Charles Jennings has one of the world’s more interesting jobs. He is global head of learning for Reuters, the 150-year-old London-based news agency and information service. His job is to ensure that all of the company’s 16,000 employees keep abreast of the technologies and systems that ensure Reuters remains one of the world’s foremost sources of information”.

This 70:20:10 rule is applicable to any organisation involved in ongoing and large scale staff training. It’s also a rule I’d like to see applied more widely to our own DET NSW teacher professional learning (TPL) especially in terms of formal recognition and/or accreditation of Personal Learning Networks (PLNs). 

Over the past 22 years of my teaching career, I have attended DET TPL because,

  • a) I want to
  • b) I like learning new things to improve what I do
  • c) I’ve had to,

a) and b) should be the ONLY reasons any professional attends PD or TPL but c) is unfortunately alive and well and still overly dominent.

The word junket springs readily to mind in association with some of these conferences, release days, and other non teaching duties called TPL ot professional development.

Some people, albeit a tiny minority, often figjamers, expensive keynoters or failed classroomers, even serve up yesterday’s cold mashed up left overs as “accredited courses.” Please don’t insult us.
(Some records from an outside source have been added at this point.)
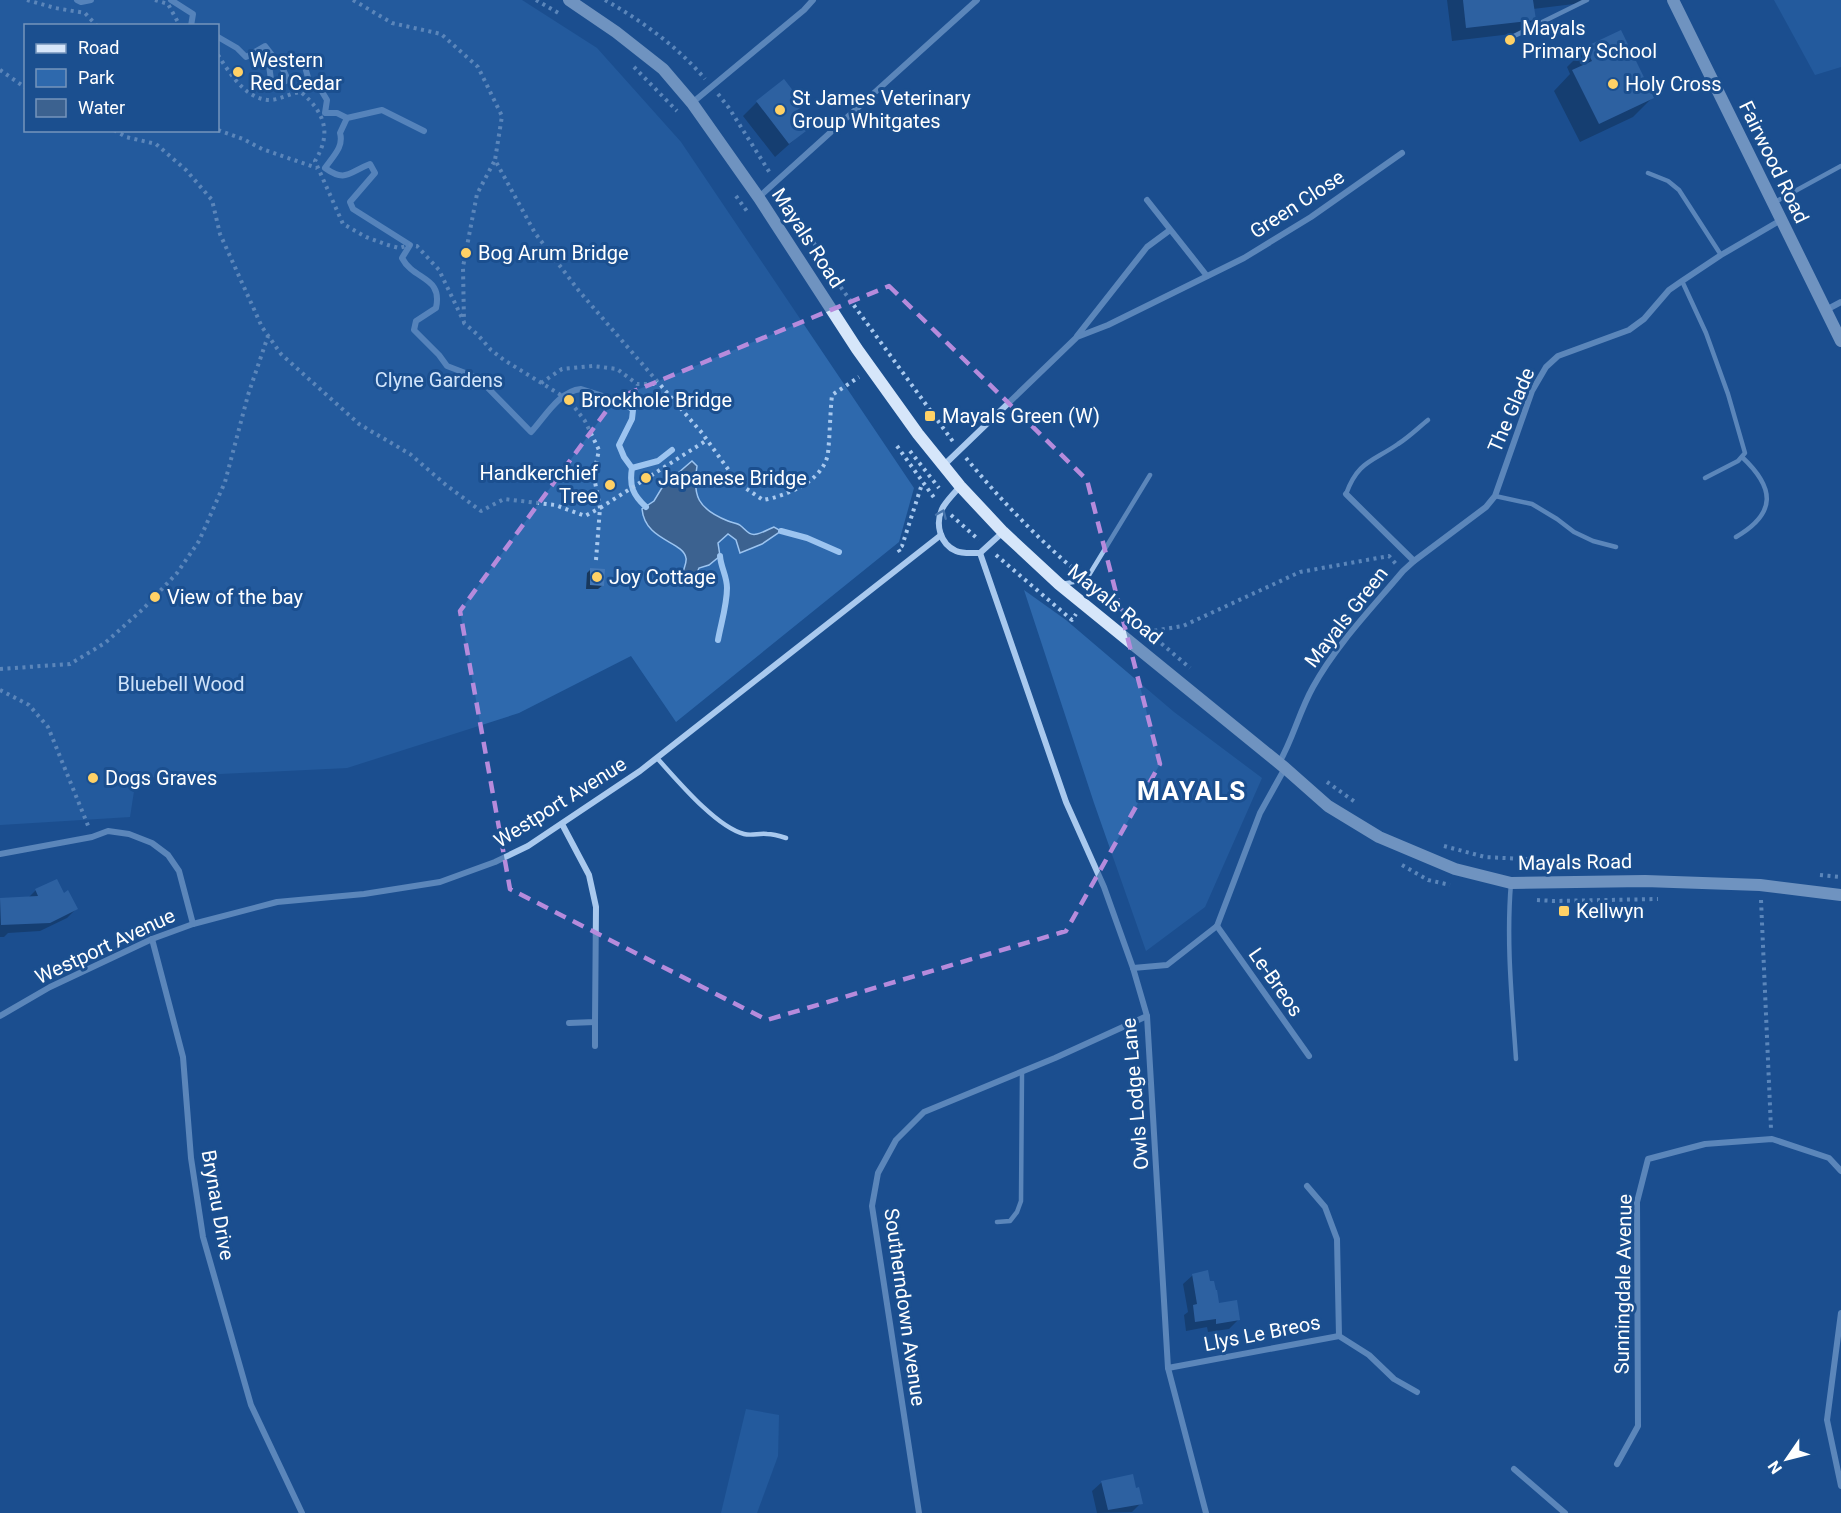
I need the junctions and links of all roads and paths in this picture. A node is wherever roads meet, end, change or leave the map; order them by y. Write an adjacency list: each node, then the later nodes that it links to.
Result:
1 (27, 0): 12 (path)
2 (155, 0): 13 (path)
3 (352, 0): 25 (path)
4 (536, 0): 11 (path)
5 (569, 0): 20 (main road, Mayals Road)
6 (605, 0): 19 (path)
7 (813, 0): 19 (street)
8 (977, 0): 29 (street)
9 (1587, 0): 14 (lane)
10 (1673, 0): 33 (main road, Fairwood Road)
11 (566, 18)
12 (95, 24)
13 (179, 24)
14 (1506, 40)
15 (219, 57): 27 (path)
16 (632, 66): 21 (path)
17 (0, 70): 18 (path)
18 (24, 87)
19 (712, 87): 20 (street); 29 (path)
20 (692, 104): 31 (main road, Mayals Road)
21 (682, 117)
22 (219, 130): 27 (path)
23 (117, 132): 43 (path)
24 (1402, 153): 38 (street, Green Close)
25 (495, 160): 42 (path); 48 (path)
26 (1841, 166): 33 (lane)
27 (318, 168): 42 (path)
28 (1648, 173): 37 (lane)
29 (777, 182): 31 (street); 52 (path)
30 (735, 193): 35 (path)
31 (759, 198): 54 (main road, Mayals Road)
32 (1148, 200): 36 (street)
33 (1773, 204): 34 (main road, Fairwood Road)
34 (1781, 220): 37 (street, The Glade); 41 (main road, Fairwood Road)
35 (754, 222)
36 (1170, 230): 38 (street); 44 (street, Green Close)
37 (1721, 255): 39 (street, The Glade)
38 (1207, 276): 44 (street, Green Close)
39 (1682, 280): 53 (lane); 60 (street, The Glade)
40 (1841, 302): 41 (street)
41 (1826, 310): 45 (main road, Fairwood Road)
42 (464, 323): 47 (path)
43 (268, 335): 62 (path); 78 (path)
44 (1077, 337): 52 (street, Green Close)
45 (1841, 341)
46 (853, 368): 50 (path)
47 (542, 383): 48 (path); 62 (path)
48 (659, 384): 50 (path)
49 (1428, 420): 59 (lane)
50 (707, 440): 62 (path)
51 (909, 450): 61 (path)
52 (960, 450): 54 (street, Green Close); 72 (path)
53 (1742, 457): 56 (lane); 65 (lane)
54 (943, 466): 58 (main road, Mayals Road)
55 (1150, 475): 72 (lane)
56 (1705, 478)
57 (922, 484): 69 (path)
58 (960, 486): 61 (street); 63 (main road, Mayals Road)
59 (1346, 494): 70 (street)
60 (1495, 496): 66 (lane); 70 (street, The Glade)
61 (950, 499): 64 (street, one-way to 61)
62 (600, 508): 68 (path)
63 (1003, 532): 67 (street); 73 (main road, Mayals Road)
64 (941, 535): 67 (street); 69 (street, Westport Avenue)
65 (1736, 537)
66 (1616, 547)
67 (980, 553): 104 (street, Owls Lodge Lane)
68 (596, 560)
69 (907, 561): 81 (street, Westport Avenue)
70 (1414, 561): 71 (street, Mayals Green)
71 (1403, 571): 76 (path); 82 (street, Mayals Green)
72 (1086, 580): 73 (lane); 76 (path)
73 (1059, 584): 82 (main road, Mayals Road)
74 (1068, 606): 75 (path)
75 (1086, 621)
76 (1149, 632): 77 (path); 79 (path)
77 (1141, 633)
78 (0, 669)
79 (1191, 669)
80 (0, 690): 86 (path)
81 (657, 758): 85 (street, Westport Avenue); 87 (lane)
82 (1282, 765): 94 (main road, Mayals Road); 102 (street, Mayals Green)
83 (1323, 780): 84 (path)
84 (1360, 806)
85 (562, 824): 101 (street, Westport Avenue); 107 (street)
86 (92, 837): 89 (street); 101 (street)
87 (786, 838)
88 (1441, 845): 91 (path)
89 (0, 854)
90 (1398, 862): 95 (path)
91 (1624, 864)
92 (1818, 875): 93 (path)
93 (1841, 877)
94 (1510, 883): 96 (main road, Mayals Road); 98 (lane)
95 (1451, 885)
96 (1760, 891): 97 (main road, Mayals Road); 99 (path); 113 (path)
97 (1841, 895)
98 (1510, 897): 100 (path); 111 (lane)
99 (1770, 897)
100 (1665, 898)
101 (193, 924): 103 (street, Westport Avenue)
102 (1217, 926): 104 (street); 110 (street, Le-Breos)
103 (152, 939): 106 (street, Westport Avenue); 124 (street, Brynau Drive)
104 (1133, 968): 105 (street, Owls Lodge Lane)
105 (1147, 1016): 112 (street, Southerndown Avenue); 119 (street, Owls Lodge Lane)
106 (0, 1017)
107 (595, 1022): 108 (street); 109 (street)
108 (569, 1023)
109 (595, 1046)
110 (1309, 1056)
111 (1516, 1059)
112 (1022, 1072): 116 (lane); 125 (street, Southerndown Avenue)
113 (1772, 1139): 114 (street, Sunningdale Avenue); 121 (street, Sunningdale Avenue)
114 (1841, 1171)
115 (1307, 1186): 118 (street)
116 (997, 1222)
117 (1841, 1313): 123 (street)
118 (1339, 1336): 119 (street, Llys Le Breos); 120 (street, Llys Le Breos)
119 (1168, 1368): 126 (street, Owls Lodge Lane)
120 (1416, 1392)
121 (1617, 1464)
122 (1514, 1469): 127 (street)
123 (1841, 1486)
124 (302, 1513)
125 (919, 1513)
126 (1206, 1513)
127 (1565, 1513)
These are the ’one size presentation fits all’ and no allowances or considerations are made for specific audience contexts or needs and then they sell, sell, sell their wares at the conclusion.

Professional Development I have attended since 1985 has variously been dubbed School Development Days, Inservices, Teacher Professional Learning, Curriculum Directorate Development Days, Syllabus Review Committees, HSC Judging/Marking, On the Job Training, Train the Trainer, workplace secondment, higher duties or my favourite Ad Nauseum etal. (no the last one is NOT real, but it could be)
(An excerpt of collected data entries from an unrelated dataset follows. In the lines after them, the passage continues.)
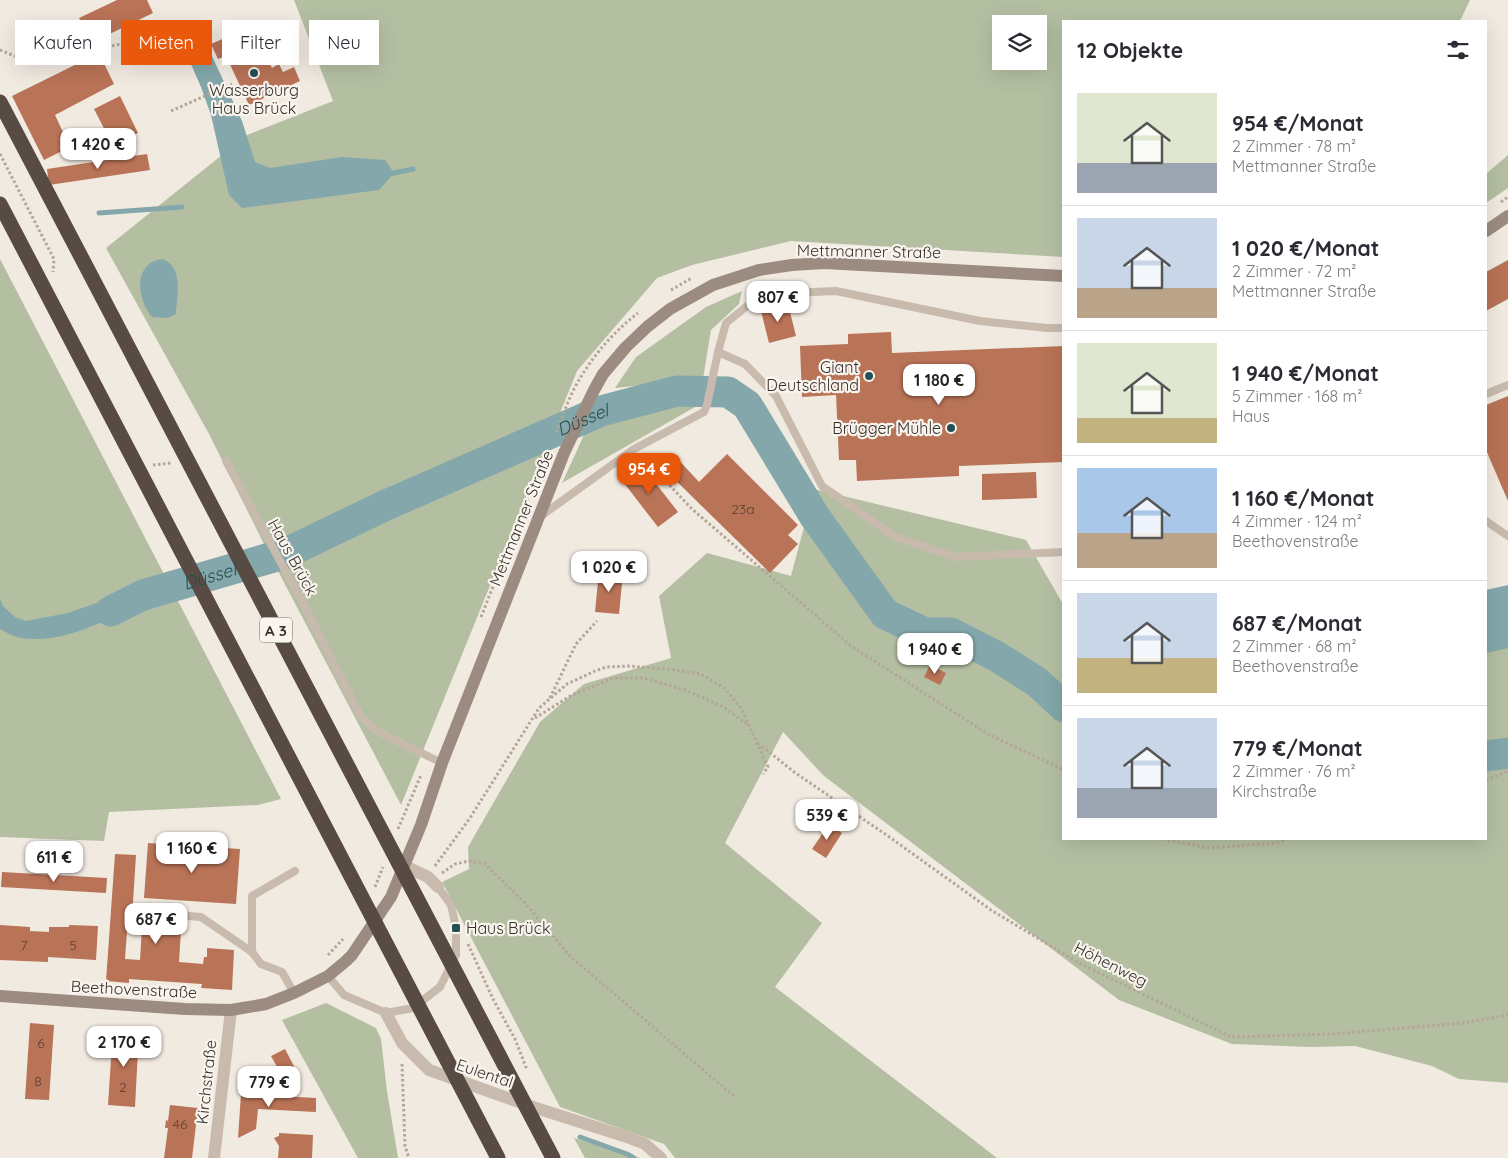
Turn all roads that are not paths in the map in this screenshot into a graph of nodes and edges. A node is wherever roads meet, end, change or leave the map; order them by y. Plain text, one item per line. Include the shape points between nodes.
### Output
1 (0, 102) edge
2 (0, 204) edge
3 (1508, 216) edge
4 (1487, 230) edge
5 (1062, 276) edge
6 (1062, 328) edge
7 (718, 352) junction
8 (1508, 385) edge
9 (1487, 394) edge
10 (226, 461) dead end
11 (538, 517) junction
12 (1487, 522) edge
13 (1508, 536) edge
14 (1062, 552) edge
15 (442, 763) junction
16 (405, 866) junction
17 (295, 871) dead end
18 (432, 882) joint
19 (140, 912) dead end
20 (252, 952) junction
21 (328, 976) junction
22 (294, 993) junction
23 (0, 996) edge
24 (266, 1004) joint
25 (231, 1010) junction
26 (386, 1014) junction
27 (214, 1158) edge
28 (498, 1158) edge
29 (553, 1158) edge
30 (661, 1158) edge

1 - 29 highway, A 3
2 - 28 highway
3 - 4 main road
5 - 11 main road, Mettmanner Straße via 824,263 760,270 713,285 670,309 647,327 603,374 564,453
6 - 7 lane via 980,321 836,291 789,293 752,302 726,323
7 - 11 lane via 704,412 634,449
7 - 14 lane via 745,364 776,396 822,486 896,537 954,557
8 - 9 lane
10 - 15 lane, Haus Brück via 360,715 375,730
11 - 15 main road, Mettmanner Straße
12 - 13 lane
15 - 16 main road, Mettmanner Straße
16 - 18 street
16 - 21 main road, Mettmanner Straße via 391,897 352,955
17 - 20 lane via 252,896
18 - 26 lane via 451,905 456,928 456,955 440,987 413,1008
19 - 20 lane via 201,917
20 - 22 lane via 261,964 282,972
21 - 22 main road, Mettmanner Straße
21 - 26 lane via 344,995
22 - 24 main road, Mettmanner Straße
23 - 25 main road, Beethovenstraße via 185,1010
24 - 25 main road, Beethovenstraße
25 - 27 street, Kirchstraße
26 - 30 street, Eulental via 402,1043 430,1070 627,1137 645,1144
No matter what they’re called, teachers should resonably expect their own employers to provide quality PD opportunities with implicit choice. Most of the above list has been, but the clangers within were memorable for all the wrong reasons.

If we go one step further and assume responsibilty for seeking out our own professional learning via PLN’s, couldn’t it at least be recognised by our employers? This last 6 months has been the best QTL, TPL, deblinkering of my entire career. Why? Because of choice, genuine sharing and a new sense of learning without knowing all the answers. Having others in a global network offering support amplifies what good traditional faculties already do.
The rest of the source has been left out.